-- REQUIRED WORK --
Write the data below out in full, exactly as it stands.

START MATERIAL PROVIDED

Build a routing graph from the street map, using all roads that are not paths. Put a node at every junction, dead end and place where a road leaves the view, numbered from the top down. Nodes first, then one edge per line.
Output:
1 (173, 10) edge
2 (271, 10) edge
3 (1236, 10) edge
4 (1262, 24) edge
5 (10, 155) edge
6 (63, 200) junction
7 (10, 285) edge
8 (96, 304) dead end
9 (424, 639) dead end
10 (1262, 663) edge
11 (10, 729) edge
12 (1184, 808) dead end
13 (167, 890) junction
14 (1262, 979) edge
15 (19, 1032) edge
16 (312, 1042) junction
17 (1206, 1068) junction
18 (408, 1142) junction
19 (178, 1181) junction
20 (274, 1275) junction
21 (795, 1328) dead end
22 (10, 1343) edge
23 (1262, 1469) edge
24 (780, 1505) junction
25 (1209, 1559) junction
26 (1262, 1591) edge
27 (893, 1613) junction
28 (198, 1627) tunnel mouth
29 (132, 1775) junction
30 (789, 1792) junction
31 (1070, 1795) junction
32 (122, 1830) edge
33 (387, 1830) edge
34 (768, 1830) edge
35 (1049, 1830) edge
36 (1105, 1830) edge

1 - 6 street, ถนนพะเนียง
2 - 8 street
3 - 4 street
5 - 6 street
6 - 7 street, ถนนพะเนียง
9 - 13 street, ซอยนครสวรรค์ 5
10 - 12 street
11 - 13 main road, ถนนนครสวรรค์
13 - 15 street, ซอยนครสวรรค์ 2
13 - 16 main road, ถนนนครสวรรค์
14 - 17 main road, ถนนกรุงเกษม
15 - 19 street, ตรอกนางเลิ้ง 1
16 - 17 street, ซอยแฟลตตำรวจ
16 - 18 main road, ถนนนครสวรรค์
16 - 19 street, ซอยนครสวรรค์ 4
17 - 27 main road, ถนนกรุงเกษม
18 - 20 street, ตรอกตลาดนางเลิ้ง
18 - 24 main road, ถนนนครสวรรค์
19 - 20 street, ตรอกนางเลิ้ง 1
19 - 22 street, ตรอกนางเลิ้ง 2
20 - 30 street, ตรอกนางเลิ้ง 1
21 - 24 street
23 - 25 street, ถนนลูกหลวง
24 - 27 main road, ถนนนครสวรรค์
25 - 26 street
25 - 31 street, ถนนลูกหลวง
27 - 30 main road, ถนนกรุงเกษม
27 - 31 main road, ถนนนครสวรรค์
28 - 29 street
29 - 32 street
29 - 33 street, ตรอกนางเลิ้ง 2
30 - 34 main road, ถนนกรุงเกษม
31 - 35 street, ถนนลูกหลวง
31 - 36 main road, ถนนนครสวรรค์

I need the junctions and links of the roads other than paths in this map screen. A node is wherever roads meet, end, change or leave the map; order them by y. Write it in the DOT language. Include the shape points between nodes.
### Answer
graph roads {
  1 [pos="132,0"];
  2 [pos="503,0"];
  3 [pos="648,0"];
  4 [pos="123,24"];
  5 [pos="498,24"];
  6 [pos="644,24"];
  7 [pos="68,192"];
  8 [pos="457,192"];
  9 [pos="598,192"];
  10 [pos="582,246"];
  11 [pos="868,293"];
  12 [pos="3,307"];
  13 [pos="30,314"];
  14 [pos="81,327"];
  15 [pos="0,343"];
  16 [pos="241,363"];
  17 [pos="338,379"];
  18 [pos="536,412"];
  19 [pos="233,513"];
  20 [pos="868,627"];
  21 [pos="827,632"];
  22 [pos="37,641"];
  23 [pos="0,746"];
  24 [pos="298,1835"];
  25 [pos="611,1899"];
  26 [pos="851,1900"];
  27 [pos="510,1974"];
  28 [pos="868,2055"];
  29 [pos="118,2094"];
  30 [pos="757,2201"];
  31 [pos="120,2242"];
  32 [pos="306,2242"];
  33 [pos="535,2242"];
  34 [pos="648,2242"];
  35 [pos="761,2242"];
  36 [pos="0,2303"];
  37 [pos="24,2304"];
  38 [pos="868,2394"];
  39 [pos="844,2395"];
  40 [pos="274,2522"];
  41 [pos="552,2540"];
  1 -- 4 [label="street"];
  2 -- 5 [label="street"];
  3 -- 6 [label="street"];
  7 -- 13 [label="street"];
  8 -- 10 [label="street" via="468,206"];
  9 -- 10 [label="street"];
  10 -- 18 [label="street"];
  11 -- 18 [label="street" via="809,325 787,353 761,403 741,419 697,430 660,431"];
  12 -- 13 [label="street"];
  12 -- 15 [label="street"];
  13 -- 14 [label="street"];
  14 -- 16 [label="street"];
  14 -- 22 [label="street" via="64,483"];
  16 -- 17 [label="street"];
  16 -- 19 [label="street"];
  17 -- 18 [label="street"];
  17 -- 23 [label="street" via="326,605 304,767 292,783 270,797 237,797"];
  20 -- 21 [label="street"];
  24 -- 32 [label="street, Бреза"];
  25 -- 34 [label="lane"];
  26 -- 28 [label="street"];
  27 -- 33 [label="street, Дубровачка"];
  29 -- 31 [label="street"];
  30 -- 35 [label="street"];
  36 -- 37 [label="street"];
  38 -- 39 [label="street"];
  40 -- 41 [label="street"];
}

END MATERIAL PROVIDED

-- ANSWER SPACE --
Build a routing graph from the street map, using all roads that are not paths. Put a node at every junction, dead end and place where a road leaves the view, numbered from the top down. Nodes first, then one edge per line.
Output:
1 (173, 10) edge
2 (271, 10) edge
3 (1236, 10) edge
4 (1262, 24) edge
5 (10, 155) edge
6 (63, 200) junction
7 (10, 285) edge
8 (96, 304) dead end
9 (424, 639) dead end
10 (1262, 663) edge
11 (10, 729) edge
12 (1184, 808) dead end
13 (167, 890) junction
14 (1262, 979) edge
15 (19, 1032) edge
16 (312, 1042) junction
17 (1206, 1068) junction
18 (408, 1142) junction
19 (178, 1181) junction
20 (274, 1275) junction
21 (795, 1328) dead end
22 (10, 1343) edge
23 (1262, 1469) edge
24 (780, 1505) junction
25 (1209, 1559) junction
26 (1262, 1591) edge
27 (893, 1613) junction
28 (198, 1627) tunnel mouth
29 (132, 1775) junction
30 (789, 1792) junction
31 (1070, 1795) junction
32 (122, 1830) edge
33 (387, 1830) edge
34 (768, 1830) edge
35 (1049, 1830) edge
36 (1105, 1830) edge

1 - 6 street, ถนนพะเนียง
2 - 8 street
3 - 4 street
5 - 6 street
6 - 7 street, ถนนพะเนียง
9 - 13 street, ซอยนครสวรรค์ 5
10 - 12 street
11 - 13 main road, ถนนนครสวรรค์
13 - 15 street, ซอยนครสวรรค์ 2
13 - 16 main road, ถนนนครสวรรค์
14 - 17 main road, ถนนกรุงเกษม
15 - 19 street, ตรอกนางเลิ้ง 1
16 - 17 street, ซอยแฟลตตำรวจ
16 - 18 main road, ถนนนครสวรรค์
16 - 19 street, ซอยนครสวรรค์ 4
17 - 27 main road, ถนนกรุงเกษม
18 - 20 street, ตรอกตลาดนางเลิ้ง
18 - 24 main road, ถนนนครสวรรค์
19 - 20 street, ตรอกนางเลิ้ง 1
19 - 22 street, ตรอกนางเลิ้ง 2
20 - 30 street, ตรอกนางเลิ้ง 1
21 - 24 street
23 - 25 street, ถนนลูกหลวง
24 - 27 main road, ถนนนครสวรรค์
25 - 26 street
25 - 31 street, ถนนลูกหลวง
27 - 30 main road, ถนนกรุงเกษม
27 - 31 main road, ถนนนครสวรรค์
28 - 29 street
29 - 32 street
29 - 33 street, ตรอกนางเลิ้ง 2
30 - 34 main road, ถนนกรุงเกษม
31 - 35 street, ถนนลูกหลวง
31 - 36 main road, ถนนนครสวรรค์

I need the junctions and links of the roads other than paths in this map screen. A node is wherever roads meet, end, change or leave the map; order them by y. Write it in the DOT language. Include the shape points between nodes.
### Answer
graph roads {
  1 [pos="132,0"];
  2 [pos="503,0"];
  3 [pos="648,0"];
  4 [pos="123,24"];
  5 [pos="498,24"];
  6 [pos="644,24"];
  7 [pos="68,192"];
  8 [pos="457,192"];
  9 [pos="598,192"];
  10 [pos="582,246"];
  11 [pos="868,293"];
  12 [pos="3,307"];
  13 [pos="30,314"];
  14 [pos="81,327"];
  15 [pos="0,343"];
  16 [pos="241,363"];
  17 [pos="338,379"];
  18 [pos="536,412"];
  19 [pos="233,513"];
  20 [pos="868,627"];
  21 [pos="827,632"];
  22 [pos="37,641"];
  23 [pos="0,746"];
  24 [pos="298,1835"];
  25 [pos="611,1899"];
  26 [pos="851,1900"];
  27 [pos="510,1974"];
  28 [pos="868,2055"];
  29 [pos="118,2094"];
  30 [pos="757,2201"];
  31 [pos="120,2242"];
  32 [pos="306,2242"];
  33 [pos="535,2242"];
  34 [pos="648,2242"];
  35 [pos="761,2242"];
  36 [pos="0,2303"];
  37 [pos="24,2304"];
  38 [pos="868,2394"];
  39 [pos="844,2395"];
  40 [pos="274,2522"];
  41 [pos="552,2540"];
  1 -- 4 [label="street"];
  2 -- 5 [label="street"];
  3 -- 6 [label="street"];
  7 -- 13 [label="street"];
  8 -- 10 [label="street" via="468,206"];
  9 -- 10 [label="street"];
  10 -- 18 [label="street"];
  11 -- 18 [label="street" via="809,325 787,353 761,403 741,419 697,430 660,431"];
  12 -- 13 [label="street"];
  12 -- 15 [label="street"];
  13 -- 14 [label="street"];
  14 -- 16 [label="street"];
  14 -- 22 [label="street" via="64,483"];
  16 -- 17 [label="street"];
  16 -- 19 [label="street"];
  17 -- 18 [label="street"];
  17 -- 23 [label="street" via="326,605 304,767 292,783 270,797 237,797"];
  20 -- 21 [label="street"];
  24 -- 32 [label="street, Бреза"];
  25 -- 34 [label="lane"];
  26 -- 28 [label="street"];
  27 -- 33 [label="street, Дубровачка"];
  29 -- 31 [label="street"];
  30 -- 35 [label="street"];
  36 -- 37 [label="street"];
  38 -- 39 [label="street"];
  40 -- 41 [label="street"];
}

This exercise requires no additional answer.